In the previous week, I finished up Part I of my GSoC project, and began work on the preparation for Part II, where me and @Josh redo the EDL compiler.

There were a few small nags remaining in the buffer functions, relating to incorrect calculations of truncated byte counts and out-of-bounds access in a few functions. After fixing these, I wrote up documentation for most of the buffer functions, except for game_load_buffer and game_save_buffer as these are not done yet.

As the wiki is still not working, I had to resort to writing the documentation in the form of doxygen comments for the functions declared in buffer.h. If the wiki does get fixed, moving these docs to it will be quite trivial, as it will just be a matter of copying them from the source and pasting them into the wiki.

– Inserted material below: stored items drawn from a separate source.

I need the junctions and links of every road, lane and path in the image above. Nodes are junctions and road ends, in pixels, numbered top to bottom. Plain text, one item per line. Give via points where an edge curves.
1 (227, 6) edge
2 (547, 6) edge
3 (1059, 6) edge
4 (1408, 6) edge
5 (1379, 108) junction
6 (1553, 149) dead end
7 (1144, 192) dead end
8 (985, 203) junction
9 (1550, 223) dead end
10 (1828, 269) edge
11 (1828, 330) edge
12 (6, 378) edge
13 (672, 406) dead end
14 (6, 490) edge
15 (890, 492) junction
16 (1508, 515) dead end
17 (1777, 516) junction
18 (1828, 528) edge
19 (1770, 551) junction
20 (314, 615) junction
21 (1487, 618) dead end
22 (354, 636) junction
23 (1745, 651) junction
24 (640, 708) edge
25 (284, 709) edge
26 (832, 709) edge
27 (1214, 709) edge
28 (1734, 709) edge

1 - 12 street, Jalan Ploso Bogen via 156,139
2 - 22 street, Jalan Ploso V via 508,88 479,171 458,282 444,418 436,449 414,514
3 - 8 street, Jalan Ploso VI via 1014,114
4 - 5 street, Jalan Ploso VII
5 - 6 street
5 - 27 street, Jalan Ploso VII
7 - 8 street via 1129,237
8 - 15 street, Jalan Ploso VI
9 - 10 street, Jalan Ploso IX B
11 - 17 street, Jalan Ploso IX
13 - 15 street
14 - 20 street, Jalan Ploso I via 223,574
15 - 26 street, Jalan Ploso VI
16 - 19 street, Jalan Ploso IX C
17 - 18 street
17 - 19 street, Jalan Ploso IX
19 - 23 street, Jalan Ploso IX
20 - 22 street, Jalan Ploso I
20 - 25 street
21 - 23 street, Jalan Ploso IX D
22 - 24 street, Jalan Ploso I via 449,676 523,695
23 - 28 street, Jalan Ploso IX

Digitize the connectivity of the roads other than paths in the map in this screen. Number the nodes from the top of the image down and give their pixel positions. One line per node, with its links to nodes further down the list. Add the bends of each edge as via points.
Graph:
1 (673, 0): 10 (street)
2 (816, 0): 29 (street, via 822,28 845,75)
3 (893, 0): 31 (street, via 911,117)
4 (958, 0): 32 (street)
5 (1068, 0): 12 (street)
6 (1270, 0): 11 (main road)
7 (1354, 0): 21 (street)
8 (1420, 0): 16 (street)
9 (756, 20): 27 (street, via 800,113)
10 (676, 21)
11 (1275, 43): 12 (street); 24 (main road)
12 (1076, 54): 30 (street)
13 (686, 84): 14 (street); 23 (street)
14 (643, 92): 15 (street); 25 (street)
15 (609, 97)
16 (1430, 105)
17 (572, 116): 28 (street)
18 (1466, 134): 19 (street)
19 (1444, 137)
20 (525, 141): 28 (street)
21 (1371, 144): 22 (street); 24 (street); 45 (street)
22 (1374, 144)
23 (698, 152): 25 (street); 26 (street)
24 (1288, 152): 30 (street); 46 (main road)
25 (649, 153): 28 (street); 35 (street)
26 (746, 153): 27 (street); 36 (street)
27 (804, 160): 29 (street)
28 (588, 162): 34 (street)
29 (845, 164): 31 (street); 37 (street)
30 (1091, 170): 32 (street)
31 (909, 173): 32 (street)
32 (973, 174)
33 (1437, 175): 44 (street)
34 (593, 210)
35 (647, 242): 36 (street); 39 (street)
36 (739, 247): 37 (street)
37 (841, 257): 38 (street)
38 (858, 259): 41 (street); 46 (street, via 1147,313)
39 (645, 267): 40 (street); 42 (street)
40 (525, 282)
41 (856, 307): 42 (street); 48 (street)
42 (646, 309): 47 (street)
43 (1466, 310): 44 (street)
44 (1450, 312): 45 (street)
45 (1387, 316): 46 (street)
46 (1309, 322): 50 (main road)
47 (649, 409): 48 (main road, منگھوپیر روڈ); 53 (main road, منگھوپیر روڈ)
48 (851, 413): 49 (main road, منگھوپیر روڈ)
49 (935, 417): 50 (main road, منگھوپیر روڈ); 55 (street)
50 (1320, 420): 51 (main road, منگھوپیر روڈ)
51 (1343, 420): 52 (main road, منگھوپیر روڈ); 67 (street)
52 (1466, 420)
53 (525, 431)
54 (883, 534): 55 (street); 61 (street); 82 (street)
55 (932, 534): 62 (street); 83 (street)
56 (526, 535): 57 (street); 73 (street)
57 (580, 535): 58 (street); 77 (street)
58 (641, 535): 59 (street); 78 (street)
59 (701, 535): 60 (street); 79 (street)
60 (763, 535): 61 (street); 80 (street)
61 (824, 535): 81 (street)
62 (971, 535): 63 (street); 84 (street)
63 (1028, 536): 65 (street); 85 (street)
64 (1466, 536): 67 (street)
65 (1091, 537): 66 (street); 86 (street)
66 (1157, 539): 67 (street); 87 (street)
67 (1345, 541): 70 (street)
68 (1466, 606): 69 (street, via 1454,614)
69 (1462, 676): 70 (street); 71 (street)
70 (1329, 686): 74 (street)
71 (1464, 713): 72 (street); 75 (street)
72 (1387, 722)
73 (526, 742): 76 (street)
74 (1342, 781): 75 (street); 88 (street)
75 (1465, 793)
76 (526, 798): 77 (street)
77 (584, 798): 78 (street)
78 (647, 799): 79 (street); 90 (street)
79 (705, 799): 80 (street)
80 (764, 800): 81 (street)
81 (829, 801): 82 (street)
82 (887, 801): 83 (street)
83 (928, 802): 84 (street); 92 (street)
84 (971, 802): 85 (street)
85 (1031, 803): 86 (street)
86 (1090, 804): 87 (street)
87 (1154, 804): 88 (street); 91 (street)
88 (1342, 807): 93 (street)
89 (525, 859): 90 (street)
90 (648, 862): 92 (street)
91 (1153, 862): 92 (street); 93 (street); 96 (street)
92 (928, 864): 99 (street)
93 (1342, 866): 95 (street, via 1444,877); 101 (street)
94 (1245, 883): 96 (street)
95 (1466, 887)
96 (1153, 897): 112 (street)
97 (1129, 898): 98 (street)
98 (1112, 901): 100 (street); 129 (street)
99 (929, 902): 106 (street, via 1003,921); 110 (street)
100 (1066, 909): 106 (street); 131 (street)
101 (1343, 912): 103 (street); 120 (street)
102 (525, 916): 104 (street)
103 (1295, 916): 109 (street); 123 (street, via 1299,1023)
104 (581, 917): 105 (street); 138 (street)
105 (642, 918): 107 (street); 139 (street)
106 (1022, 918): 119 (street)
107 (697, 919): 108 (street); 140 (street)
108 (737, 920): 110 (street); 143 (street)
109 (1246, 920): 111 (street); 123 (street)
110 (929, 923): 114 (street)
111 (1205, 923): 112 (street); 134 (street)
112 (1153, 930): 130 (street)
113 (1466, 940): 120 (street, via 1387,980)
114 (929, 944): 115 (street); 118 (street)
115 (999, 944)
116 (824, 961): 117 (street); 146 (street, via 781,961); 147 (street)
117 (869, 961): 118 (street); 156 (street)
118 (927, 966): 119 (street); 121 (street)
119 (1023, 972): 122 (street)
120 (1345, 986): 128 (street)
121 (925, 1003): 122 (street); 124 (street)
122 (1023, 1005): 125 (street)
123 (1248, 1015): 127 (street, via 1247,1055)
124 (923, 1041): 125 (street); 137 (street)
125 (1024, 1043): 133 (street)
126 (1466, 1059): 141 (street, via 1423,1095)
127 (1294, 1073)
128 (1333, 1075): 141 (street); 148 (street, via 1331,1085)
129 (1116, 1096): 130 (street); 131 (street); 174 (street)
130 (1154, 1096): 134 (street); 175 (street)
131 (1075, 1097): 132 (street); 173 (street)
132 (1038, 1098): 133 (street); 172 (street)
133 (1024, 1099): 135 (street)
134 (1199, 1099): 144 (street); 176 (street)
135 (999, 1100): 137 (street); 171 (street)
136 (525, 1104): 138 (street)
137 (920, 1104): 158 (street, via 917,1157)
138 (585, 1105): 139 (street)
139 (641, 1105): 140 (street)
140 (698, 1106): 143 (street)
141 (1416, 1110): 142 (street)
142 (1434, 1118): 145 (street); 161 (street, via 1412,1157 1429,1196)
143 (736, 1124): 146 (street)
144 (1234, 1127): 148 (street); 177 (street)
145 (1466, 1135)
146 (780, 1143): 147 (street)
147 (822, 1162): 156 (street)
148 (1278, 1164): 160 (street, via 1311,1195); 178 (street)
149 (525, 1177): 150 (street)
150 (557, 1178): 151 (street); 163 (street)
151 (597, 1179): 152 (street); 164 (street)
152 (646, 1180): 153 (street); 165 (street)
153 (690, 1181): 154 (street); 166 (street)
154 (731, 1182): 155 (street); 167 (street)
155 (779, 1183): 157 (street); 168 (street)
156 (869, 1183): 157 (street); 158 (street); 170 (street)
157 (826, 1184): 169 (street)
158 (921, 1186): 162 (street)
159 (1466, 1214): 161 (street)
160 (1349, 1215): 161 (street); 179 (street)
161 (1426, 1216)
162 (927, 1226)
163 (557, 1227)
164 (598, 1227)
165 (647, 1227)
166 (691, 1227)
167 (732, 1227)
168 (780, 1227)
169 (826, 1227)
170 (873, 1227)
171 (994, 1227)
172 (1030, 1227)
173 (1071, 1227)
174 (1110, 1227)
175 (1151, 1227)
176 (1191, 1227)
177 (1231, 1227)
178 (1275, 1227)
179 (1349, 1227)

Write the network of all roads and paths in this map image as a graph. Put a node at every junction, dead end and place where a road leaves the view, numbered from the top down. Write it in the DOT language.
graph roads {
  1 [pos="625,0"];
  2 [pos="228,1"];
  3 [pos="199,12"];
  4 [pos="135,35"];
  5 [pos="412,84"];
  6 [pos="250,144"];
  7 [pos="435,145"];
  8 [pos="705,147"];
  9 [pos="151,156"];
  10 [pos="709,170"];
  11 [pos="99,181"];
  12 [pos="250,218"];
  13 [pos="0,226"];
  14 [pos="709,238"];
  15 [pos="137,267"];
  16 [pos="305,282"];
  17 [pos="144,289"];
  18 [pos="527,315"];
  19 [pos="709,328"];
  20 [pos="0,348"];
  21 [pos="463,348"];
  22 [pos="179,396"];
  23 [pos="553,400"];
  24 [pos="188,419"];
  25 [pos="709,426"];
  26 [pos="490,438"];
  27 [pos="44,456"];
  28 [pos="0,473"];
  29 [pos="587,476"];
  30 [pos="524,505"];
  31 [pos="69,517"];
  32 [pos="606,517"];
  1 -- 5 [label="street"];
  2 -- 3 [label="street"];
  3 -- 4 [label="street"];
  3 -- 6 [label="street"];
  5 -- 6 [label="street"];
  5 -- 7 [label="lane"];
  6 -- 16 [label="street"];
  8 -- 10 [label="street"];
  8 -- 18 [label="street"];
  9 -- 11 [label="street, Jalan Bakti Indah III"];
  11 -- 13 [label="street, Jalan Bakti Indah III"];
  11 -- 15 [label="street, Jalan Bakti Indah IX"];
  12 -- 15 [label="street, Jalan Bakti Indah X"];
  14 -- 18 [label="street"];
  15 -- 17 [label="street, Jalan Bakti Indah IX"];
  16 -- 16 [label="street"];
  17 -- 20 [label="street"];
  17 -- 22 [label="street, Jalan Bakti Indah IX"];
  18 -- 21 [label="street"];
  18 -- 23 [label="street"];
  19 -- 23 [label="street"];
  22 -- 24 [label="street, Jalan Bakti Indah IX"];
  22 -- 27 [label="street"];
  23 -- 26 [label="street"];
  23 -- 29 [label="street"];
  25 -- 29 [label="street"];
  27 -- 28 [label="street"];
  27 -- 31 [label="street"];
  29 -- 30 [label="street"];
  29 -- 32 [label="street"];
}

As it stands currently, the Part I pull request is ready for reviews and merging, with tests written for pretty much all the functions. This ends Part I of my GSoC project.

After this, I started work on the EDL compiler again to finish up parsing declarations, which was much trickier than I expected. I created a pull request to track my progress with regards to parsers being finished for expressions, statements and declarations. Till now, expression parsing is mostly done, with a few expressions which depend on type parsers (like cast, sizeof and new expressions) remaining. Statement parsing is also mostly done, with everything except for the for-loop, switch-statement and block-statement remaining. As the for-loop can be somewhat ambiguous to parse, I have left it to be looked at later. I have not done switch statements mainly because I forgot about them and block statements rely on the declaration parser which is not yet complete.

Unfortunately, much of my time this week was spent on trying to understand how the declaration grammar works, and also how JDI implements parsing it as the EDL compiler will use it’s full_type class to represent parsed types. Thus, I was not really able to commit a lot of useful code to my PR.

The problem comes mainly from how the type specifier / declarator grammar is structured, which leads to immediate confusion from how many different nested rules there are and doubts about how to parse it because so many of those rules begin with the same tokens, and only differ when you have parsed them halfway. So, simply put, declarations work like so:

A few examples of declarations:

Examples of abstract declarators are just declarators without the names: * in place of *x, **const in place of **const y and (Foo::*)(int, int) in place of (Foo::*z)(int, int).

The really tricky part comes mainly from two places: the <declarator> rule vs. the <abstract-declarator> rule, and the <qualified-id> rule vs. the <ptr-operator> rule. In the case of <declarator>, there is no way of knowing if we are parsing a normal declarator or an abstract one until we reach the identifier being declared. This causes issues when parsing function parameters, for example:

int foo(int **, float *const x);

Here the first parameter is an abstract declarator (consisting of **), and the second one is a non-abstract declarator, (consisting of *const x), however this information is only found out after parsing the declarator itself. The solution to this then lies in somehow merging the two rules to handle it as an abstract declarator optionally followed by a qualified or unqualified id, which is not really possible or worth doing in the grammar however might be possible in the parser source itself.

The story for <qualified-id> is similar, for example:

int (foo::bar) = 0;
// versus
int (foo::*bar) = nullptr;

In the first case, the declarator (foo::bar) comes under the qualified id rule (a nested name specifier followed by an identifer), whereas in the second case, the declarator (foo::*bar) comes under the pointer operator rule (a nested name specifier followed by *) followed by an identifier.

The problem here comes from the <ptr-operator> rule including an alternative <nested-name-specifier> * <cv-qualifier-seq>?, which clashes with the <nested-name-specifier> <unqualified-id> rule of <qualified-id>. To resolve this, it might be possible in both rules’ parsers to see if a * follows the nested name specifier or not, and use that information to decide what rule to apply.

Until this issue is resolved, I am spending time trying to figure out how to use full_type properly and seeing how the various definition types are used within JDI. I expect my output to start dropping somewhat now, as I head to college tomorrow and classes start the day after. Hopefully, by the end of this month, the parser issues are sorted out and I can work on Part II of my GSoC project.